|
Boost : |
From: James Porter (porterj_at_[hidden])
Date: 2007-10-17 21:42:50
Phil Endecott wrote:
> Yes, other people have suggested similar things. Even if it were true
> that most charset conversion occured during I/O - and that's not been
> my experience in my own work - then I would still argue that charset
> conversion should be available for use in other contexts.
I don't mean to say that the recode function shouldn't exist, but that
it should exist only as a convenience function. The actual conversion
should be directly usable by I/O operations, so a string doesn't need to
be fully converted (and allocated) before output. For all their problems
(mostly runtime-specified conversion), the std::codecvt facets make it
fairly easy to handle partial conversion and shift states.
> I imagine that an I/O streams library or some sort of adapter layer
> compatible with these strings would be necessary.

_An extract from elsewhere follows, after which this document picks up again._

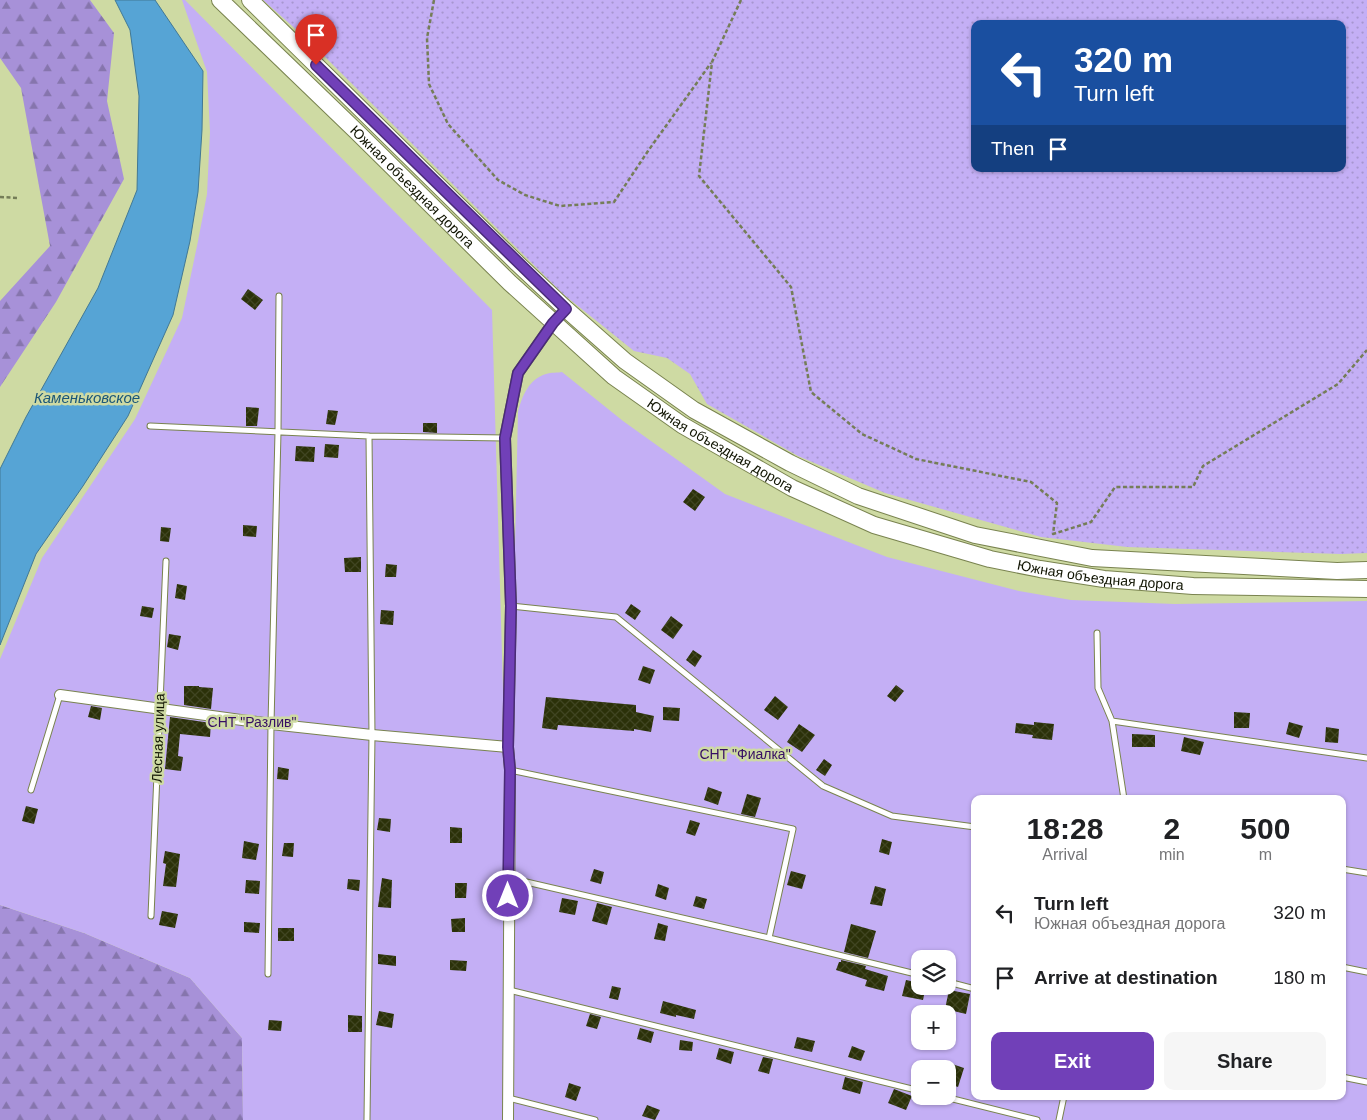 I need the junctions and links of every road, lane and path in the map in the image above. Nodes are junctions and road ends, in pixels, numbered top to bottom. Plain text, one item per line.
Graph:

I think this is key, and goes back to my argument that string conversion
should be seen as an I/O operation, and separate from the strings
themselves. Unless you merely want a raw byte array, you're
(conceptually) converting bytes into code points and then into some
internal storage container.
For ASCII this is trivial, since each byte is equivalent to a code point
and the storage container is just a char/byte, so you're back to where
you started. For Unicode, this is considerably more complicated (or we
wouldn't be discussing it!). The stream must at least be aware of the
external (file) encoding, in order to keep track of shift states. I
don't think we'd be able to delegate that responsibility to the strings
we'd be filling with data.
> Yes, this has some advantages. But using a map has the disadvantage
> that lookups are more expensive, compared to the array indexed by enum
> that I have; in my code, getting the char* name of a charset is a
> compile-time-constant operation. I'm not sure how much that matters in practice.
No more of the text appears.